━━━ Input data

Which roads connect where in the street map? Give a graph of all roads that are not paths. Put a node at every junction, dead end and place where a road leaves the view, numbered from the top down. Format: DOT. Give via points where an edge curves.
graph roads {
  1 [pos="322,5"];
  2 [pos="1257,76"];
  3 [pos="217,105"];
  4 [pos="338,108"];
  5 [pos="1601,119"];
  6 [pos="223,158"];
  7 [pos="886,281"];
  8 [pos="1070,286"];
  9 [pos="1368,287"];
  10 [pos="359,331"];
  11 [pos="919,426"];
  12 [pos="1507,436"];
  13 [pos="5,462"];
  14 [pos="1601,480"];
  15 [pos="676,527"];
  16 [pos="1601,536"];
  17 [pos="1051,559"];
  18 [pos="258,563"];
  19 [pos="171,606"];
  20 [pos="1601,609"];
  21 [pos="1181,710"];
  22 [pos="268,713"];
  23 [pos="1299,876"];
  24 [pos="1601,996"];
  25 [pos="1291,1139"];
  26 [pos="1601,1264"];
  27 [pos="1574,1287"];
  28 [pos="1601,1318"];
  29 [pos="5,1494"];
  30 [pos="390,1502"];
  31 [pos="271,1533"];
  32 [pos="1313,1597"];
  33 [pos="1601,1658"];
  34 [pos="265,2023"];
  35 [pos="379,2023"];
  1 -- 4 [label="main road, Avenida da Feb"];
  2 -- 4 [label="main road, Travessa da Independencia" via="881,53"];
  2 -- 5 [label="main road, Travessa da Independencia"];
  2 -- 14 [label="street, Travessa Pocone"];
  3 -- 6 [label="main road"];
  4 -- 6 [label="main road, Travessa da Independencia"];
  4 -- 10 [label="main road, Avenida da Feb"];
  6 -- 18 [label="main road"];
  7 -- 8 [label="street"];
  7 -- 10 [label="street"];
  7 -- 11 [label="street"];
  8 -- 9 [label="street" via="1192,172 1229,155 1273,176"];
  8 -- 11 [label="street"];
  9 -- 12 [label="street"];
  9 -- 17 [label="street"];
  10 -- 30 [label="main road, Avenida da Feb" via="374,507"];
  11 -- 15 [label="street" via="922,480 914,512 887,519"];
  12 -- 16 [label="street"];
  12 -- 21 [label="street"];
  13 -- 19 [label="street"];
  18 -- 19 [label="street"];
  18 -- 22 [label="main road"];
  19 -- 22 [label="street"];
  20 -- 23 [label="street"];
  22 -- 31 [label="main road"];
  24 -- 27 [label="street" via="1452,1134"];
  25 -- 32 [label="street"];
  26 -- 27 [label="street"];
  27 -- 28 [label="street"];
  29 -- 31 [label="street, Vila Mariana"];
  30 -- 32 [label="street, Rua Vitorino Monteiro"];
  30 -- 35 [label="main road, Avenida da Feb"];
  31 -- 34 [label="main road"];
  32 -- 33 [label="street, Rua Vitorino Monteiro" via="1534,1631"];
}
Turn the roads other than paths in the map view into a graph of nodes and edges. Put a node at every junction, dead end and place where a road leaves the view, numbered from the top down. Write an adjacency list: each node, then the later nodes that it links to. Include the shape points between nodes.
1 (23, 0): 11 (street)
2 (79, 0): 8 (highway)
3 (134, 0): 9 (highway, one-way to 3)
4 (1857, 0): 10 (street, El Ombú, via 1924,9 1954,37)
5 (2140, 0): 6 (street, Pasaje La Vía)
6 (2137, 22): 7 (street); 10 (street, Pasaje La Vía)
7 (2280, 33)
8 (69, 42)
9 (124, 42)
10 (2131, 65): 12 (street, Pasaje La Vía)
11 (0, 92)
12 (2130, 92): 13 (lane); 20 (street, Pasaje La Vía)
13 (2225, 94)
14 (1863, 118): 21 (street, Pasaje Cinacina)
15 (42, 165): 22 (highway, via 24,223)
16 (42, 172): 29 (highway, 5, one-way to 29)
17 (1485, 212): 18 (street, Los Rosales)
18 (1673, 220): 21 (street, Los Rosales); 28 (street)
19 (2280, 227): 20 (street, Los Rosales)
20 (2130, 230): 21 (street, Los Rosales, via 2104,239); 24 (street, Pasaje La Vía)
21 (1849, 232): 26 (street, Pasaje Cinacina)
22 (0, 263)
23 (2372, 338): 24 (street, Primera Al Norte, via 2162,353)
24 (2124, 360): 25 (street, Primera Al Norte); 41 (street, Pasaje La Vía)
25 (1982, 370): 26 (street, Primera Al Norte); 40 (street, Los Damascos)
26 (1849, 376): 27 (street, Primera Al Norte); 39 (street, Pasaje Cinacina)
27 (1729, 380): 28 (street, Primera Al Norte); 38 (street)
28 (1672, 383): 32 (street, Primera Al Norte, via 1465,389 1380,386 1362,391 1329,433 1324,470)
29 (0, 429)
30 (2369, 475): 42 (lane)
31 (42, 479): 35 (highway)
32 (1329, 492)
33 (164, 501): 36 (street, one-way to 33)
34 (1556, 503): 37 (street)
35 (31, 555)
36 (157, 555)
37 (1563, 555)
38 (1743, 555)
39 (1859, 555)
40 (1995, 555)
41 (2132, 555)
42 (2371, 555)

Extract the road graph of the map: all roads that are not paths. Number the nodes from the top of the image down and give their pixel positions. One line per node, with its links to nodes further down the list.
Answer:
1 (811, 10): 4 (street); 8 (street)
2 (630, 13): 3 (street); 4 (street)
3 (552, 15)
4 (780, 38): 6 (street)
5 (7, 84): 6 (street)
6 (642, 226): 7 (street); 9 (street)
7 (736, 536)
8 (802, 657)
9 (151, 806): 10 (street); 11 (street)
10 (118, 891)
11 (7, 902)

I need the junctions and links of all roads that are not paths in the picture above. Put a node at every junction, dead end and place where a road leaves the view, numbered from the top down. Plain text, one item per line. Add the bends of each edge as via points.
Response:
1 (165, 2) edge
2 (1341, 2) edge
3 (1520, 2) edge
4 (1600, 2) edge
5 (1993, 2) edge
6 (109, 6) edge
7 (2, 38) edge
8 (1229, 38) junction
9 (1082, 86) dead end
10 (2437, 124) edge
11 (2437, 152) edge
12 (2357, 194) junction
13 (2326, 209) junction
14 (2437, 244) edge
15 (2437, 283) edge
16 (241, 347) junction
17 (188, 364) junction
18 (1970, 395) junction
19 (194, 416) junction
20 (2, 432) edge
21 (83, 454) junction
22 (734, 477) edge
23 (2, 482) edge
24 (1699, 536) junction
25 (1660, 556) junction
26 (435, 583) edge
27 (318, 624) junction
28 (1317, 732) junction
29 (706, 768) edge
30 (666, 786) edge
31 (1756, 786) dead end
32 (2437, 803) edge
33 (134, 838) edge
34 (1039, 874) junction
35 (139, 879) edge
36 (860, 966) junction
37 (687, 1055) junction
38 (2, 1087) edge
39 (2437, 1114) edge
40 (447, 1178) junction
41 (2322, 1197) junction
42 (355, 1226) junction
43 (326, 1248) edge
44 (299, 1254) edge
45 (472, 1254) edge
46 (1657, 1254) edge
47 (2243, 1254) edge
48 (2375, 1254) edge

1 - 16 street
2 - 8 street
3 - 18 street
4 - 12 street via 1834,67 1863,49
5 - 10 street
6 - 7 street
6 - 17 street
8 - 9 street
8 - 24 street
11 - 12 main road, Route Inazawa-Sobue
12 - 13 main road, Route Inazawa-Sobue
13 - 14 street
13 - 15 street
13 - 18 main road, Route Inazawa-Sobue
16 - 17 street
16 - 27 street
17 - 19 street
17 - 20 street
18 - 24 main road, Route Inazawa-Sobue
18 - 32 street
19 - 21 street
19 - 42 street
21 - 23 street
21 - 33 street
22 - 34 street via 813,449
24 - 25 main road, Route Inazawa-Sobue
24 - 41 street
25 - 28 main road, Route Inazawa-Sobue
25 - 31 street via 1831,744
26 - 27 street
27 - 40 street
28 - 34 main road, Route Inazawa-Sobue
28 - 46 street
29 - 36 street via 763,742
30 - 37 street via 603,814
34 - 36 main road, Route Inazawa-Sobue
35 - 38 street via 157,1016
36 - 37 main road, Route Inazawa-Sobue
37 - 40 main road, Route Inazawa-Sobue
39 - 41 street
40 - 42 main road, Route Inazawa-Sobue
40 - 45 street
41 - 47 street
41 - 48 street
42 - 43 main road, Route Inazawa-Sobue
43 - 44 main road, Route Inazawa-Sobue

━━━━━━

• [Instructions for the task]: Copy out each line of the data in which the word "Pasaje" appears.

• [Answer for the task]:
5 (2140, 0): 6 (street, Pasaje La Vía)
6 (2137, 22): 7 (street); 10 (street, Pasaje La Vía)
10 (2131, 65): 12 (street, Pasaje La Vía)
12 (2130, 92): 13 (lane); 20 (street, Pasaje La Vía)
14 (1863, 118): 21 (street, Pasaje Cinacina)
20 (2130, 230): 21 (street, Los Rosales, via 2104,239); 24 (street, Pasaje La Vía)
21 (1849, 232): 26 (street, Pasaje Cinacina)
24 (2124, 360): 25 (street, Primera Al Norte); 41 (street, Pasaje La Vía)
26 (1849, 376): 27 (street, Primera Al Norte); 39 (street, Pasaje Cinacina)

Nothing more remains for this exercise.